Kurtzer sees benefits of two-state solution
Former U.S. Ambassador to Egypt and Israel Daniel Kurtzer, left, with program chair Barry Levinson.
Photo by Debra Rubin
January 28, 2013
The failure to reach a lasting peace with the Palestinians not only dooms the two sides to a future of endless war, but weakens Israel’s ability to fend off perhaps its biggest threat — Iran.
That assessment was offered by former U.S. ambassador to Egypt and Israel, Daniel Kurtzer, Jan. 12 at the Orthodox Forum of Edison and Highland Park.
Speaking at Congregation Ohr Torah in Edison, Kurtzer said a peace agreement could be used by the Israelis “to build an alliance against Iran” with moderate Arab countries.
An accord, including a two-state solution, would allow the Israelis to focus their full attention on Iran, a country whose nuclear aspirations are being viewed with increasing alarm by its neighbors.

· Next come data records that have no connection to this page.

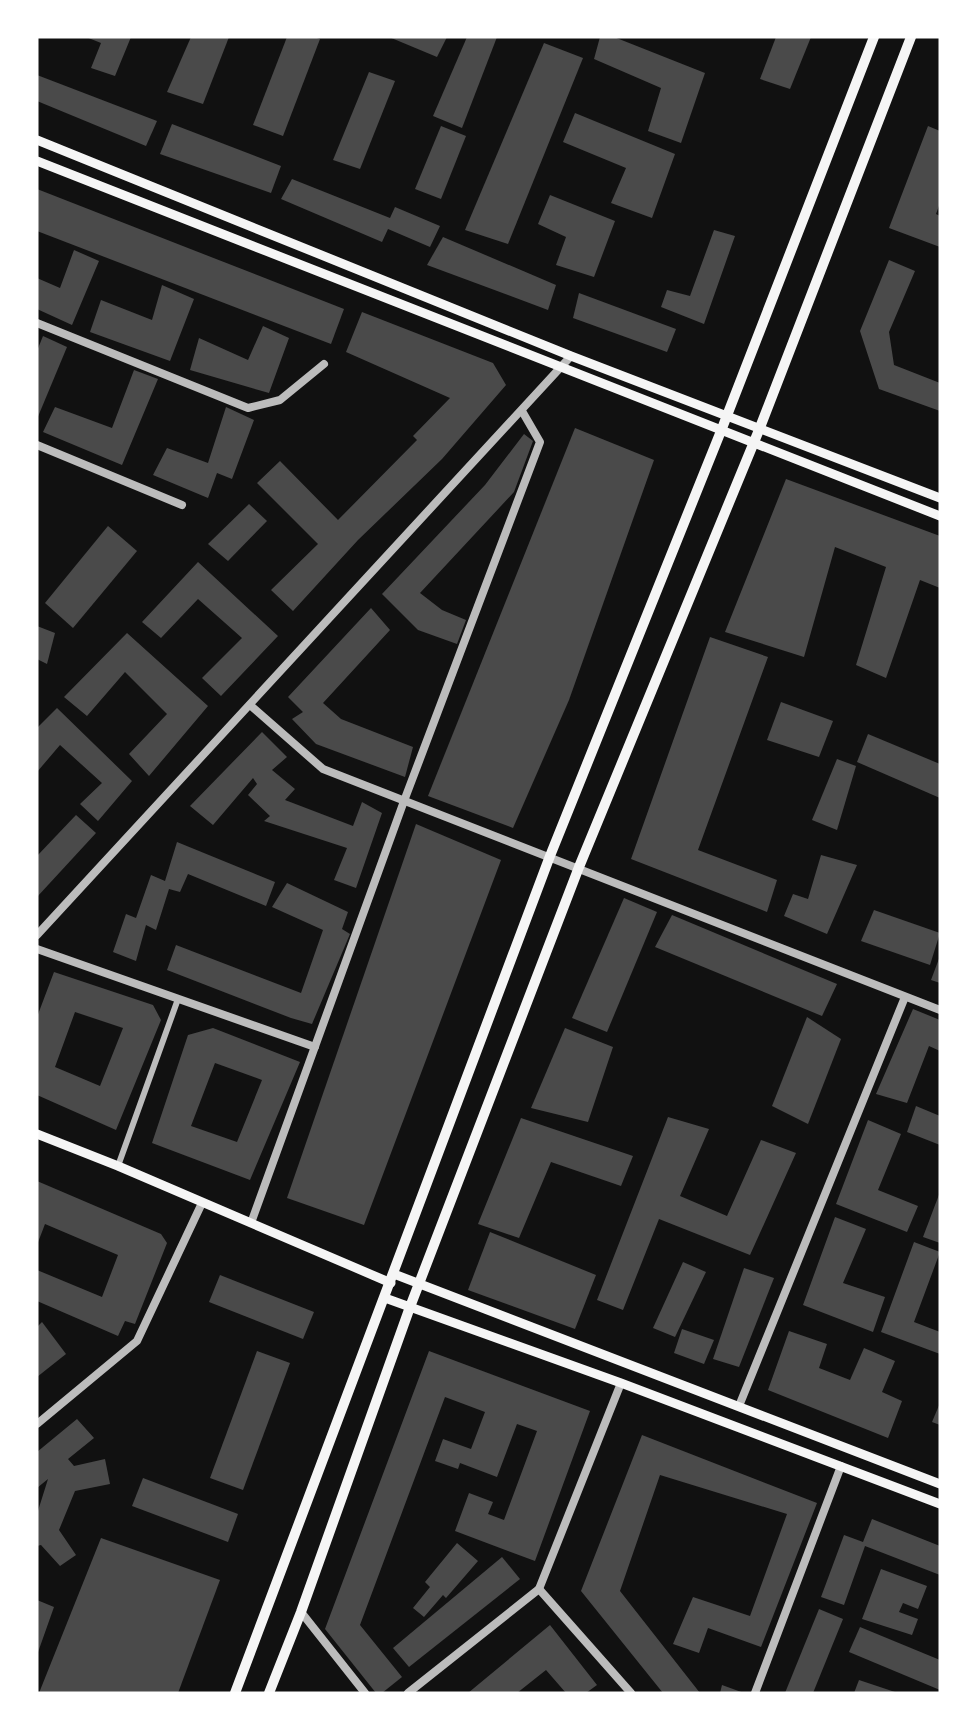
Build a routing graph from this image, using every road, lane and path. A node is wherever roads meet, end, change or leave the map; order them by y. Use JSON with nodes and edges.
{"nodes":[{"id":1,"x":874,"y":37,"type":"edge"},
{"id":2,"x":911,"y":37,"type":"edge"},
{"id":3,"x":37,"y":140,"type":"edge"},
{"id":4,"x":37,"y":161,"type":"edge"},
{"id":5,"x":37,"y":323,"type":"edge"},
{"id":6,"x":571,"y":356,"type":"junction"},
{"id":7,"x":324,"y":364,"type":"dead end"},
{"id":8,"x":560,"y":368,"type":"junction"},
{"id":9,"x":522,"y":411,"type":"junction"},
{"id":10,"x":726,"y":417,"type":"junction"},
{"id":11,"x":760,"y":430,"type":"junction"},
{"id":12,"x":721,"y":431,"type":"junction"},
{"id":13,"x":754,"y":444,"type":"junction"},
{"id":14,"x":37,"y":445,"type":"edge"},
{"id":15,"x":940,"y":498,"type":"edge"},
{"id":16,"x":182,"y":505,"type":"dead end"},
{"id":17,"x":940,"y":516,"type":"edge"},
{"id":18,"x":250,"y":705,"type":"junction"},
{"id":19,"x":404,"y":801,"type":"junction"},
{"id":20,"x":551,"y":856,"type":"junction"},
{"id":21,"x":579,"y":867,"type":"junction"},
{"id":22,"x":37,"y":935,"type":"edge"},
{"id":23,"x":37,"y":950,"type":"edge"},
{"id":24,"x":905,"y":997,"type":"junction"},
{"id":25,"x":178,"y":999,"type":"junction"},
{"id":26,"x":940,"y":1010,"type":"edge"},
{"id":27,"x":315,"y":1047,"type":"junction"},
{"id":28,"x":37,"y":1134,"type":"edge"},
{"id":29,"x":118,"y":1166,"type":"junction"},
{"id":30,"x":202,"y":1203,"type":"junction"},
{"id":31,"x":251,"y":1223,"type":"junction"},
{"id":32,"x":392,"y":1279,"type":"junction"},
{"id":33,"x":420,"y":1284,"type":"junction"},
{"id":34,"x":385,"y":1298,"type":"junction"},
{"id":35,"x":410,"y":1307,"type":"junction"},
{"id":36,"x":621,"y":1383,"type":"junction"},
{"id":37,"x":739,"y":1406,"type":"junction"},
{"id":38,"x":37,"y":1424,"type":"edge"},
{"id":39,"x":841,"y":1466,"type":"junction"},
{"id":40,"x":940,"y":1484,"type":"edge"},
{"id":41,"x":940,"y":1504,"type":"edge"},
{"id":42,"x":539,"y":1589,"type":"junction"},
{"id":43,"x":301,"y":1612,"type":"junction"},
{"id":44,"x":235,"y":1693,"type":"edge"},
{"id":45,"x":269,"y":1693,"type":"edge"},
{"id":46,"x":365,"y":1693,"type":"edge"},
{"id":47,"x":408,"y":1693,"type":"edge"},
{"id":48,"x":631,"y":1693,"type":"edge"},
{"id":49,"x":755,"y":1693,"type":"edge"}],
"edges":[{"from":1,"to":10,"type":"main road"},
{"from":2,"to":11,"type":"main road"},
{"from":3,"to":6,"type":"main road"},
{"from":4,"to":8,"type":"main road"},
{"from":5,"to":7,"type":"street"},
{"from":6,"to":8,"type":"street"},
{"from":6,"to":10,"type":"main road"},
{"from":8,"to":9,"type":"street"},
{"from":8,"to":12,"type":"main road"},
{"from":9,"to":18,"type":"street"},
{"from":9,"to":19,"type":"street"},
{"from":10,"to":11,"type":"main road"},
{"from":10,"to":12,"type":"main road"},
{"from":11,"to":13,"type":"main road"},
{"from":11,"to":15,"type":"main road"},
{"from":12,"to":13,"type":"main road"},
{"from":12,"to":20,"type":"main road"},
{"from":13,"to":17,"type":"main road"},
{"from":13,"to":21,"type":"main road"},
{"from":14,"to":16,"type":"street"},
{"from":18,"to":19,"type":"street"},
{"from":18,"to":22,"type":"street"},
{"from":19,"to":20,"type":"street"},
{"from":19,"to":27,"type":"street"},
{"from":20,"to":21,"type":"street"},
{"from":20,"to":32,"type":"main road"},
{"from":21,"to":24,"type":"street"},
{"from":21,"to":33,"type":"main road"},
{"from":23,"to":25,"type":"street"},
{"from":24,"to":26,"type":"street"},
{"from":24,"to":37,"type":"street"},
{"from":25,"to":27,"type":"street"},
{"from":25,"to":29,"type":"street"},
{"from":27,"to":31,"type":"street"},
{"from":28,"to":29,"type":"main road"},
{"from":29,"to":30,"type":"main road"},
{"from":30,"to":31,"type":"main road"},
{"from":30,"to":38,"type":"street"},
{"from":31,"to":32,"type":"main road"},
{"from":32,"to":33,"type":"main road"},
{"from":32,"to":34,"type":"main road"},
{"from":33,"to":35,"type":"main road"},
{"from":33,"to":37,"type":"main road"},
{"from":34,"to":35,"type":"main road"},
{"from":34,"to":44,"type":"main road"},
{"from":35,"to":36,"type":"main road"},
{"from":35,"to":43,"type":"main road"},
{"from":36,"to":39,"type":"main road"},
{"from":36,"to":42,"type":"street"},
{"from":37,"to":40,"type":"main road"},
{"from":39,"to":41,"type":"main road"},
{"from":39,"to":49,"type":"street"},
{"from":42,"to":47,"type":"street"},
{"from":42,"to":48,"type":"street"},
{"from":43,"to":45,"type":"main road"},
{"from":43,"to":46,"type":"street"}]}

Other countries in the region may be willing to work with Israel on containing their common enemy, said Kurtzer, but are prevented from doing so by the political constraints surrounding the Palestinians.
At a conference he attended more than two years ago, Kurtzer said, “the Arab states made it quite clear the concerns they had were not with Israel, but Iran.”
“They would have been just as happy to work with Israel as not work with Israel,” he said, but were concerned about the reaction such a move would generate on the “Arab street.”
More than 20 years earlier, he said, former Prime Minister Yitzhak Rabin accurately predicted that Iran would become Israel’s greatest security challenge. Kurtzer said it was “imperative that Israel rid itself of the Palestinian issue” if it was to meet the threat.
Kurtzer, a professor of Middle Eastern policy studies at Princeton University’s Woodrow Wilson School of Public and International Affairs, said that while Rabin was “a hard-headed military leader” he was also a pragmatist.
Not only has Rabin’s theory been borne out, if anything, the Middle East has become more unstable with Syria engaged in a bloody civil war, and the “Arab Spring” giving way to turmoil, said Kurtzer.
“It’s all the more imperative, all the more urgent to have a solution to the Palestinian-Israeli conflict,” he explained.
A Palestinian state would also nullify Palestinian claims of a “right of return” to their pre-1948 homes, “since they can’t have a right to return to what is now recognized as Israel.”
However, with the recent wave of violence and the complicated political landscape, peace seems more unattainable than ever, Kurtzer acknowledged, and likely will require the “robust” involvement of the United States.
Unfortunately, the United States has not been actively involved in the peace process for some time and its political parties are badly split.
“In 30 years of politics I have never experienced a divide in foreign policy as there is today,” said Kurtzer. In 1994, President Bill Clinton “was given space to operate” by congressional Republicans as he negotiated the Oslo accords, a courtesy that “doesn’t exist anymore.”
On the other side, there is the “rough and tumble” of Israeli politics, which may be “too infected to sustain an active peace process” even if “Prime Minster Netanyahu woke up one morning with an epiphany.”
Even the Palestinian leadership in Hamas and the Palestinian Authority is badly fragmented.
“The truth is they need each other but can’t find a way to reconcile with each other,” said Kurtzer. “They can’t find a way because at its basic core Hamas can’t enter into an agreement with a government that recognizes Israel’s right to exist.”
And yet, there are optimistic signs amid the disagreements. In recent months a diverse group of Israelis — including settlers, rabbis, and secular individuals — have been quietly meeting “to find a way to talk to each other,” which, Kurtzer said, he found “extraordinarily encouraging.”